- **Task to carry out**: Please transcribe the data that follows exactly as given, leaving out every picture.

Start of Task inputs

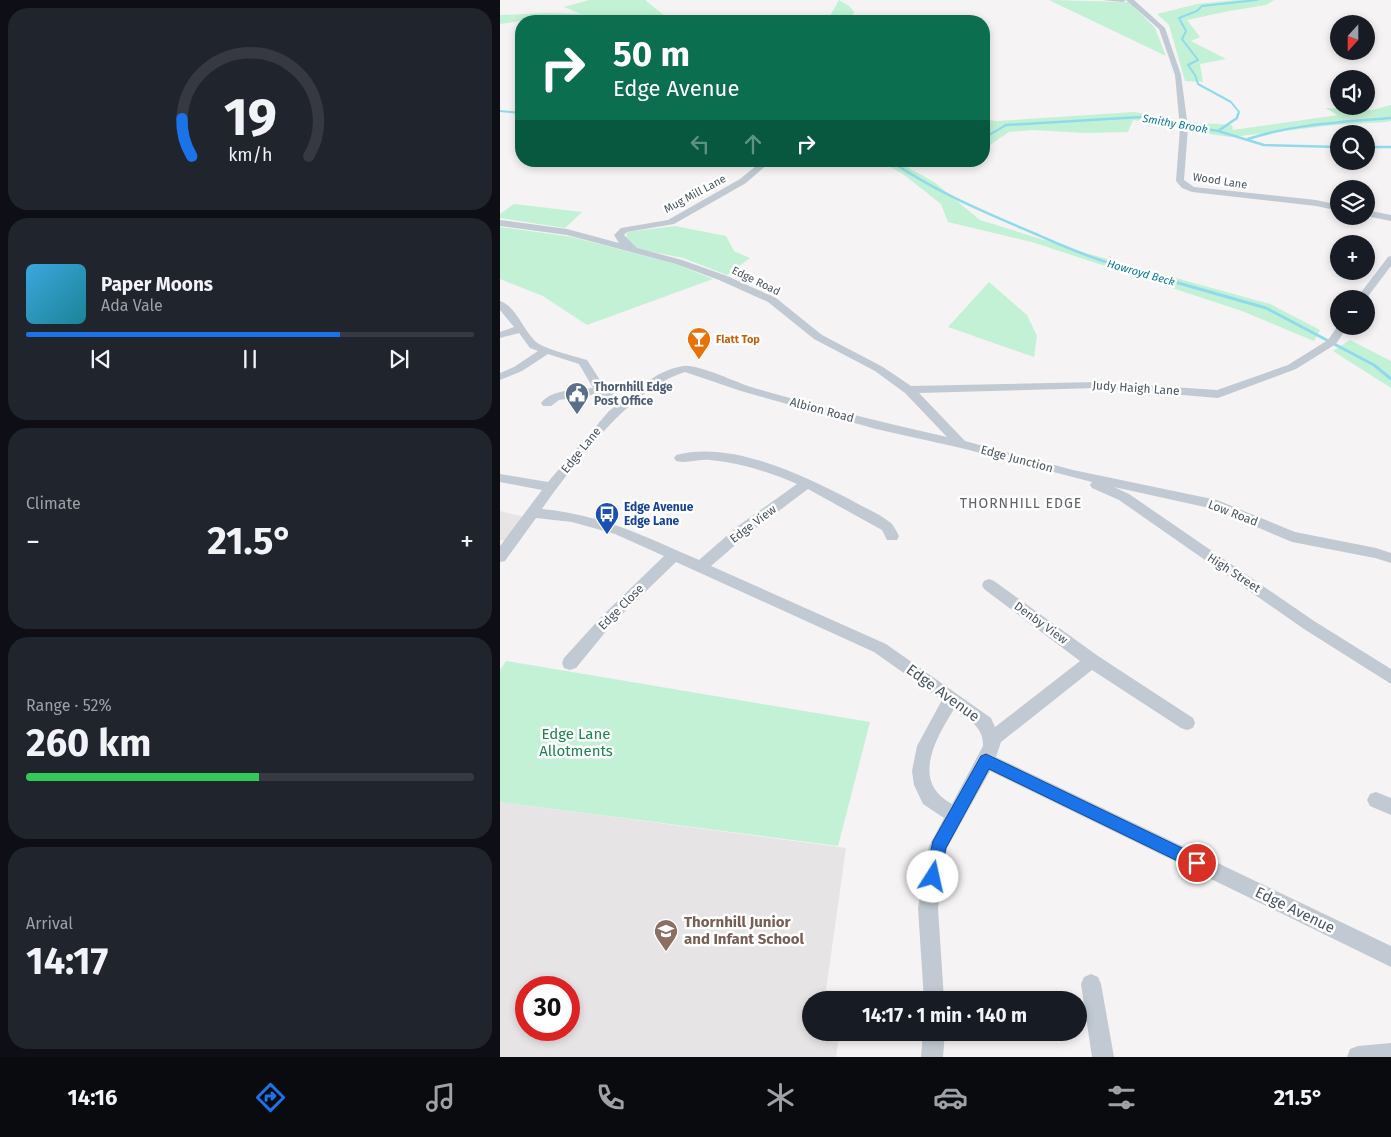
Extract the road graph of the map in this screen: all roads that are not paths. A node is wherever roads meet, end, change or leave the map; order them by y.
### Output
1 (1105, 0) edge
2 (1124, 0) edge
3 (1129, 0) edge
4 (760, 167) edge
5 (1330, 206) edge
6 (1375, 215) edge
7 (1391, 218) edge
8 (500, 222) edge
9 (634, 250) junction
10 (1391, 259) edge
11 (1368, 290) edge
12 (500, 304) edge
13 (520, 329) junction
14 (500, 335) edge
15 (1336, 335) edge
16 (546, 351) junction
17 (685, 369) joint
18 (500, 377) edge
19 (600, 390) junction
20 (909, 390) junction
21 (547, 403) dead end
22 (624, 404) junction
23 (961, 444) junction
24 (680, 458) dead end
25 (1073, 474) junction
26 (500, 478) edge
27 (808, 484) junction
28 (551, 487) junction
29 (533, 513) junction
30 (892, 536) dead end
31 (675, 555) junction
32 (500, 557) edge
33 (1391, 558) edge
34 (700, 567) junction
35 (989, 585) dead end
36 (1092, 661) junction
37 (570, 663) dead end
38 (1391, 677) edge
39 (952, 698) junction
40 (1187, 723) dead end
41 (992, 739) junction
42 (986, 761) junction
43 (955, 814) junction
44 (1391, 957) edge
45 (1091, 984) dead end
46 (933, 991) edge
47 (933, 1041) edge
48 (1391, 1054) edge
49 (932, 1057) edge
50 (1103, 1057) edge
51 (1358, 1057) edge

1 - 2 street
3 - 5 street, Wood Lane
4 - 9 street, Mug Mill Lane
6 - 7 street
8 - 9 street, Edge Road
9 - 20 street, Edge Road
10 - 11 street
12 - 13 street
13 - 14 street
13 - 16 street
15 - 20 street, Judy Haigh Lane
16 - 18 street
16 - 19 street
17 - 22 street, Edge Lane
17 - 23 street, Albion Road
19 - 21 street
19 - 22 street
20 - 23 street, Edge Road
22 - 28 street, Edge Lane
23 - 25 street, Edge Junction
24 - 27 street
25 - 33 street, Low Road
25 - 38 street, High Street
26 - 28 street
27 - 30 street
27 - 34 street, Edge View
28 - 29 street, Edge Lane
29 - 31 street, Edge Avenue
29 - 32 street, Edge Lane
31 - 34 street, Edge Avenue
31 - 37 street, Edge Close
34 - 39 street, Edge Avenue
35 - 36 street, Denby View
36 - 40 street, Denby View
36 - 41 street
39 - 41 street, Edge Avenue
39 - 43 street
41 - 42 street
42 - 43 street
42 - 44 street, Edge Avenue
43 - 46 street
45 - 50 street
47 - 49 street
48 - 51 street

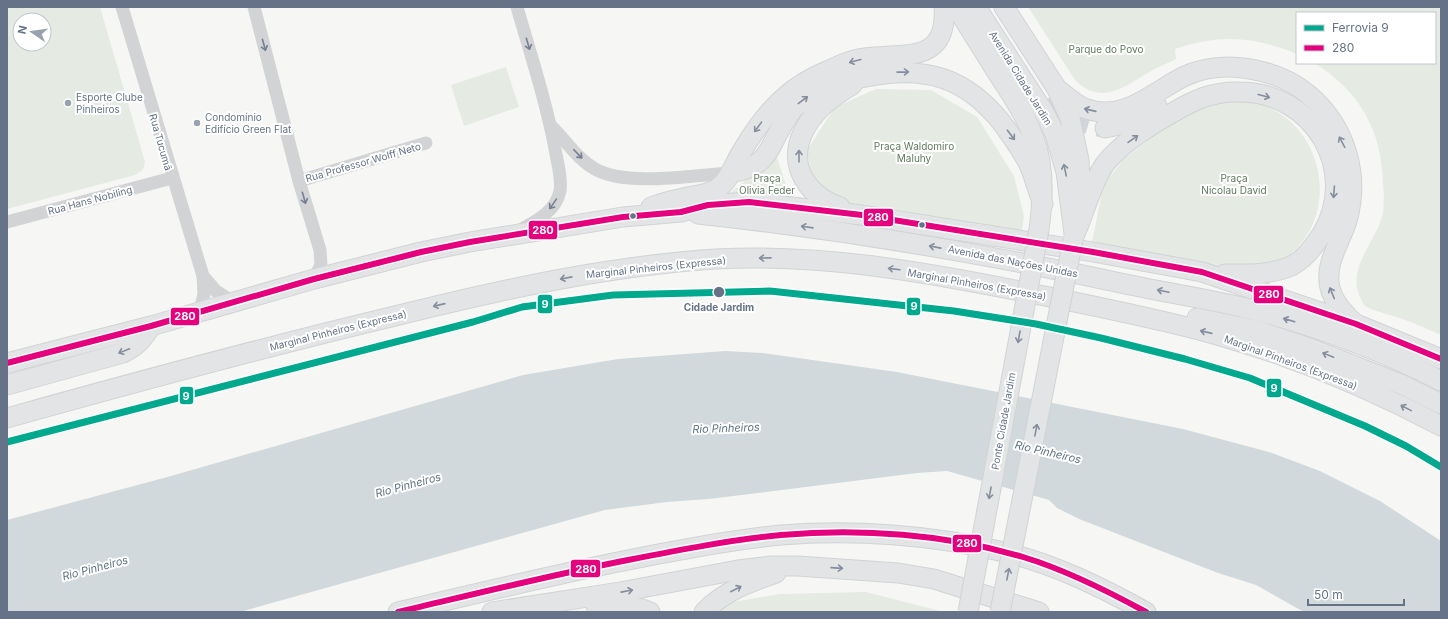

End of Task inputs

- **Result below**:
Extract the road graph of the map in this screen: all roads that are not paths. A node is wherever roads meet, end, change or leave the map; order them by y.
### Output
1 (1105, 0) edge
2 (1124, 0) edge
3 (1129, 0) edge
4 (760, 167) edge
5 (1330, 206) edge
6 (1375, 215) edge
7 (1391, 218) edge
8 (500, 222) edge
9 (634, 250) junction
10 (1391, 259) edge
11 (1368, 290) edge
12 (500, 304) edge
13 (520, 329) junction
14 (500, 335) edge
15 (1336, 335) edge
16 (546, 351) junction
17 (685, 369) joint
18 (500, 377) edge
19 (600, 390) junction
20 (909, 390) junction
21 (547, 403) dead end
22 (624, 404) junction
23 (961, 444) junction
24 (680, 458) dead end
25 (1073, 474) junction
26 (500, 478) edge
27 (808, 484) junction
28 (551, 487) junction
29 (533, 513) junction
30 (892, 536) dead end
31 (675, 555) junction
32 (500, 557) edge
33 (1391, 558) edge
34 (700, 567) junction
35 (989, 585) dead end
36 (1092, 661) junction
37 (570, 663) dead end
38 (1391, 677) edge
39 (952, 698) junction
40 (1187, 723) dead end
41 (992, 739) junction
42 (986, 761) junction
43 (955, 814) junction
44 (1391, 957) edge
45 (1091, 984) dead end
46 (933, 991) edge
47 (933, 1041) edge
48 (1391, 1054) edge
49 (932, 1057) edge
50 (1103, 1057) edge
51 (1358, 1057) edge

1 - 2 street
3 - 5 street, Wood Lane
4 - 9 street, Mug Mill Lane
6 - 7 street
8 - 9 street, Edge Road
9 - 20 street, Edge Road
10 - 11 street
12 - 13 street
13 - 14 street
13 - 16 street
15 - 20 street, Judy Haigh Lane
16 - 18 street
16 - 19 street
17 - 22 street, Edge Lane
17 - 23 street, Albion Road
19 - 21 street
19 - 22 street
20 - 23 street, Edge Road
22 - 28 street, Edge Lane
23 - 25 street, Edge Junction
24 - 27 street
25 - 33 street, Low Road
25 - 38 street, High Street
26 - 28 street
27 - 30 street
27 - 34 street, Edge View
28 - 29 street, Edge Lane
29 - 31 street, Edge Avenue
29 - 32 street, Edge Lane
31 - 34 street, Edge Avenue
31 - 37 street, Edge Close
34 - 39 street, Edge Avenue
35 - 36 street, Denby View
36 - 40 street, Denby View
36 - 41 street
39 - 41 street, Edge Avenue
39 - 43 street
41 - 42 street
42 - 43 street
42 - 44 street, Edge Avenue
43 - 46 street
45 - 50 street
47 - 49 street
48 - 51 street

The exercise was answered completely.